Pokhara Street Festival Has Begun


Lakeside Pokhara
POKHARA, DEC 27 - Celebrating New Year’s Eve at Lakeside has been a classic way to welcome the new year in Pokhara. The Restaurant and Bar Association (Reban) Pokhara, in a bid to make the New Year celebration a grand occasion, has given continuity to its trademark street festival 13 times in a row. “Eat on Street, Dance on Street and Enjoy on Street” is the theme of the festival which is scheduled to be held from Dec 28 to Jan 1. Lakeside has been decked out in finery like a newly wedded bride. With the festival adding colour to the tourism environment, entrepreneurs are ecstatic. Why would not they be? During the festival, restaurants in the area are jam-packed with people and their revenue shoots up. The street festival is yet to start, but the hotels at lakeside are fully booked, according to local hotel entrepreneurs. “Currently, hotels are being booked in advance in a rush,” said Govinda Pahari, former president of Paschimanchal Hotel Association and operator of Butterfly Hotel. “Due to massive advance bookings, we are having difficulties serving our guests during the festival.” A majority of the rooms in his 50-room hotel have been booked.

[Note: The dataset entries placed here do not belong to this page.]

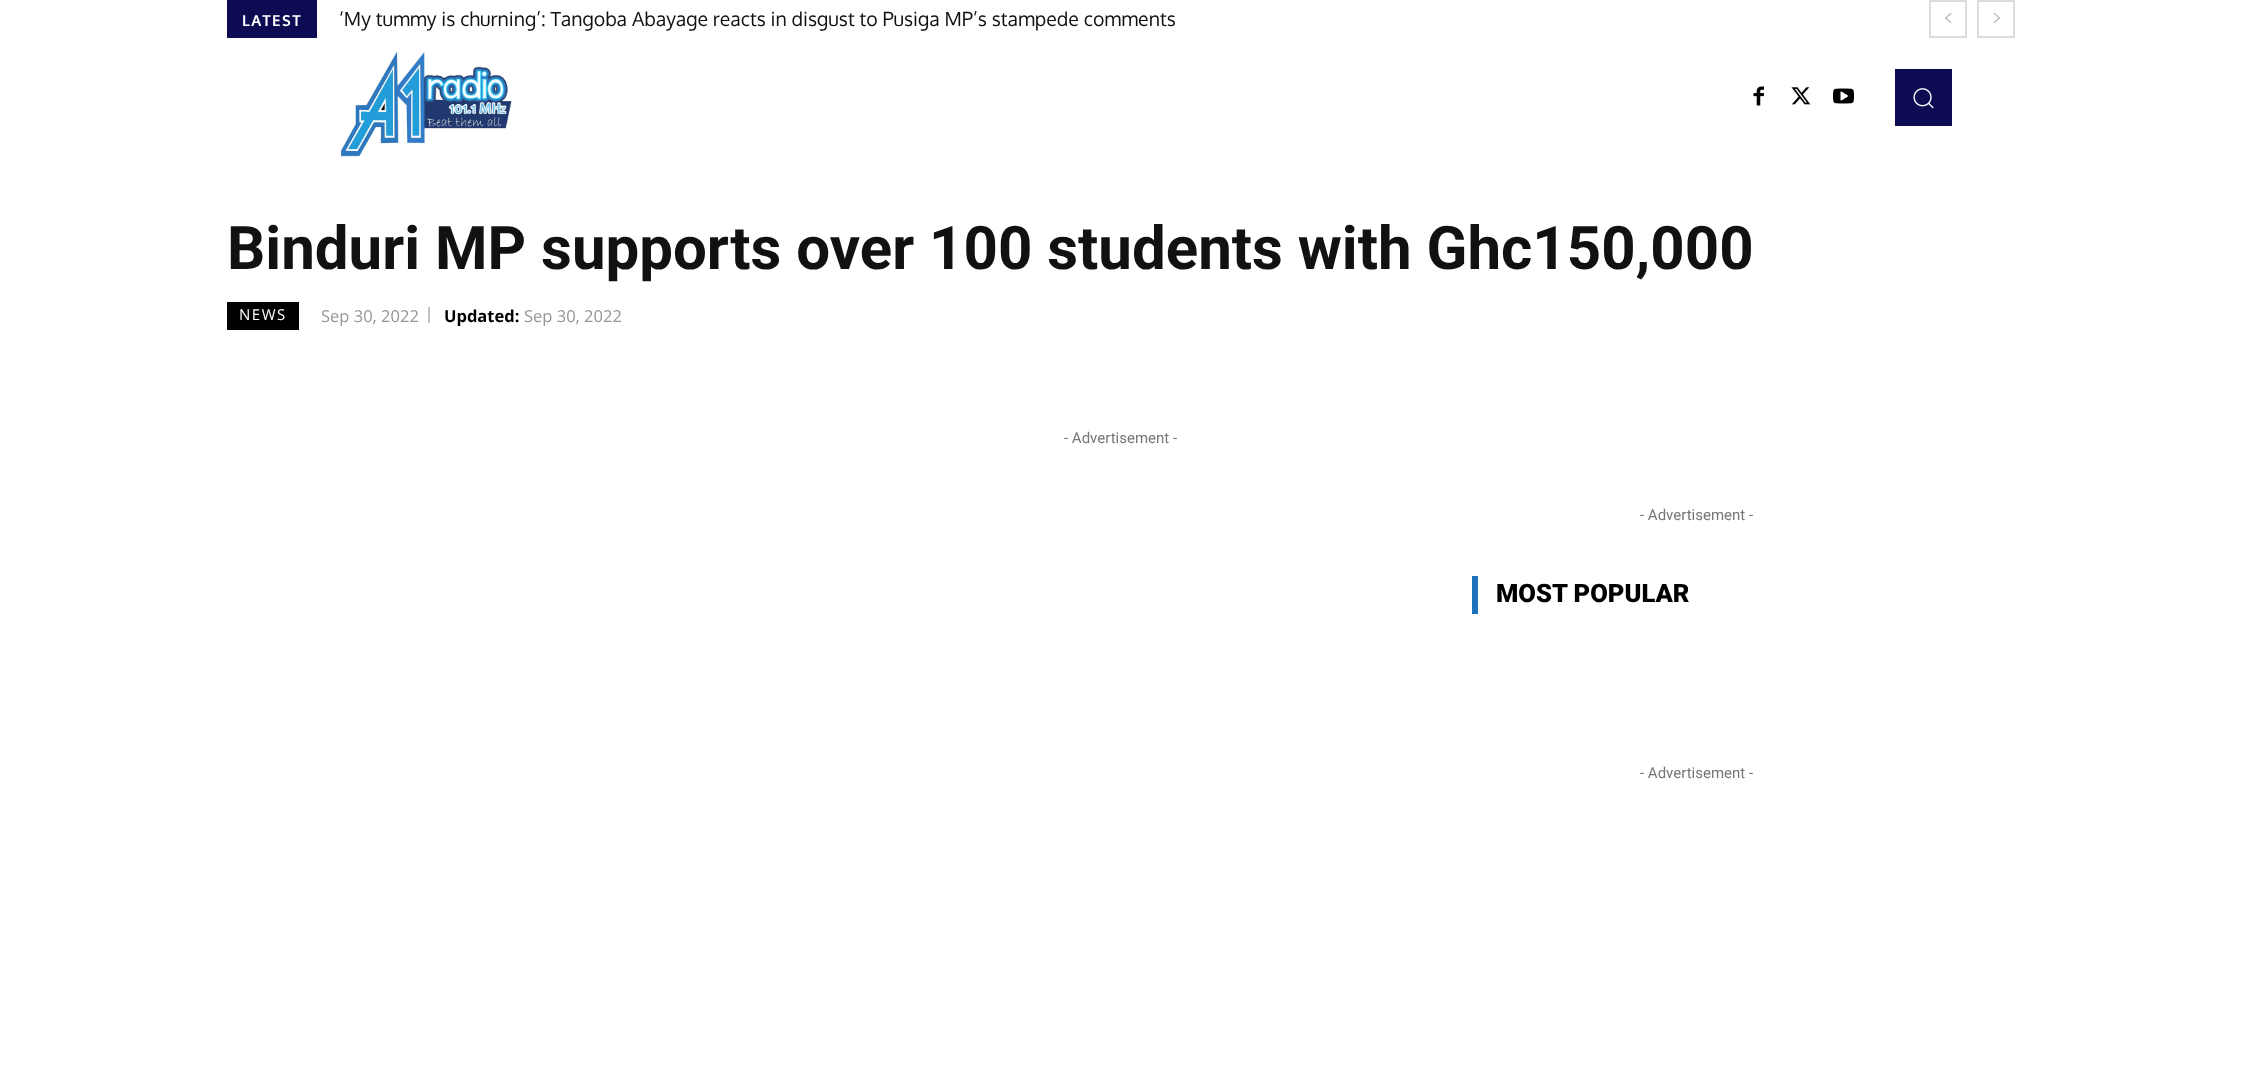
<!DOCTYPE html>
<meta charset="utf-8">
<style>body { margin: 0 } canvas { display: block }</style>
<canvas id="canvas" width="2241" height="1071"></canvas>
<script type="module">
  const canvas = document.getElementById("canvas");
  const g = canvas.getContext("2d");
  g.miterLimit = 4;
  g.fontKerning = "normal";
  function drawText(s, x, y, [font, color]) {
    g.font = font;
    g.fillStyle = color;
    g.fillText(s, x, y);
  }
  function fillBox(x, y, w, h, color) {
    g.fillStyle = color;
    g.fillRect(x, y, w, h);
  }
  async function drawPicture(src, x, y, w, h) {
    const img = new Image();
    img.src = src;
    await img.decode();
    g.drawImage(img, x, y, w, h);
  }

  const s1 = ["bold 15px Oxygen", "#FFFFFF"];
  const s2 = ["19.5px Oxygen", "#111111"];
  const s3 = ["bold 60px Roboto", "#111111"];
  const s4 = ["15px Open Sans", "#FFFFFF"];
  const s5 = ["16.5px Open Sans", "#969696"];
  const s6 = ["bold 16.5px Open Sans", "#000000"];
  const s7 = ["15px Roboto", "#767676"];
  const s8 = ["900 25.5px Roboto", "#000000"];

  fillBox(0, 0, 2241, 1071, "#FFFFFF");
  fillBox(227, 0, 90, 38, "#0D0B52");
  g.letterSpacing = "1.5px";
  drawText("LATEST", 242, 26, s1);
  g.letterSpacing = "0px";
  drawText("‘My tummy is churning’: Tangoba Abayage reacts in disgust to Pusiga MP’s stampede comments", 339, 26, s2);
  g.strokeStyle = "#DCDCDC";
  g.lineWidth = 2;
  g.strokeRect(1930, 1, 36, 36);
  await drawPicture("pic1.png", 1945, 12, 7, 12);
  g.strokeRect(1978, 1, 36, 36);
  await drawPicture("pic2.png", 1993, 13, 7, 11);
  await drawPicture("pic3.png", 341, 52, 171, 105);
  await drawPicture("pic4.png", 1753, 86, 11, 20);
  await drawPicture("pic5.png", 1791, 87, 20, 18);
  await drawPicture("pic6.png", 1833, 88, 21, 16);
  fillBox(1895, 69, 57, 57, "#0D0B52");
  await drawPicture("pic7.png", 1913, 88, 21, 21);
  drawText("Binduri MP supports over 100 students with Ghc150,000", 227, 269, s3);
  fillBox(227, 302, 72, 28, "#000000");
  g.letterSpacing = "1.5px";
  drawText("NEWS", 239, 320, s4);
  g.letterSpacing = "0px";
  drawText("Sep 30, 2022", 321, 322, s5);
  fillBox(428, 307, 2, 16, "#C4C4C4");
  drawText("Updated:", 444, 322, s6);
  drawText("Sep 30, 2022", 524, 322, s5);
  drawText("- Advertisement -", 1064, 443, s7);
  drawText("- Advertisement -", 1640, 520, s7);
  fillBox(1472, 576, 6, 38, "#1E73BE");
  drawText("MOST POPULAR", 1496, 602, s8);
  drawText("- Advertisement -", 1640, 778, s7);
</script>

Earlier, due to the off-season, even tourists staying in the city used to leave to celebrate the New Year in Goa or some other place. Currently, due to the increasing fame of the festival, even trekkers are lengthening their stay to enjoy the extravagant ambience of the event, according to Balram Pahari, president of Reban Pokhara. The music, the food and the fun at the festival are a major attraction for the visitors. “Such is the inflow of people that families and couples on visit without advance booking find it difficult to get rooms,” said Laxman Baral, publicity coordinator of the festival.
The street festival was the brainchild of founding Reban president Hari Prasad Gurung. It was first organised 12 years ago. For the first four years, the celebration was limited to a food festival and Reban street festival. However, after the fourth edition, it was expanded to Pokhara Street Festival. The budget allocated for the first edition of the event was Rs 40,000 while the current budget is Rs 4.5 million.
Bathed in dazzling light and charged with bustling energy, Lakeside hardly winks throughout the event. Extending along a 3-km stretch from Fishtail Gate to Camping Chowk, the festival features more than 120 restaurants and food stalls. Apart from a variety of mouth watering cuisines, the stalls showcase different handicrafts and artefacts. 
The five-day festival will also showcase musical performances by national artists, concerts by popular bands, fireworks, bamboo stick dance by Indian artists and other cultural shows. Fun-filled sports events like Reban staff race, boat race, tug of war, waiter race and tourist race are also highlights of the festival.
Organisers are expecting 600,000 people at the festival. Last year, there were a similar number of people with the festival generating more than Rs 400 million in revenue. Rs 1 from the price of each ticket goes to old-age homes, environment protection and closed circuit television connection while Rs 2 goes to educating the poor and needy of Tal Barahi High School.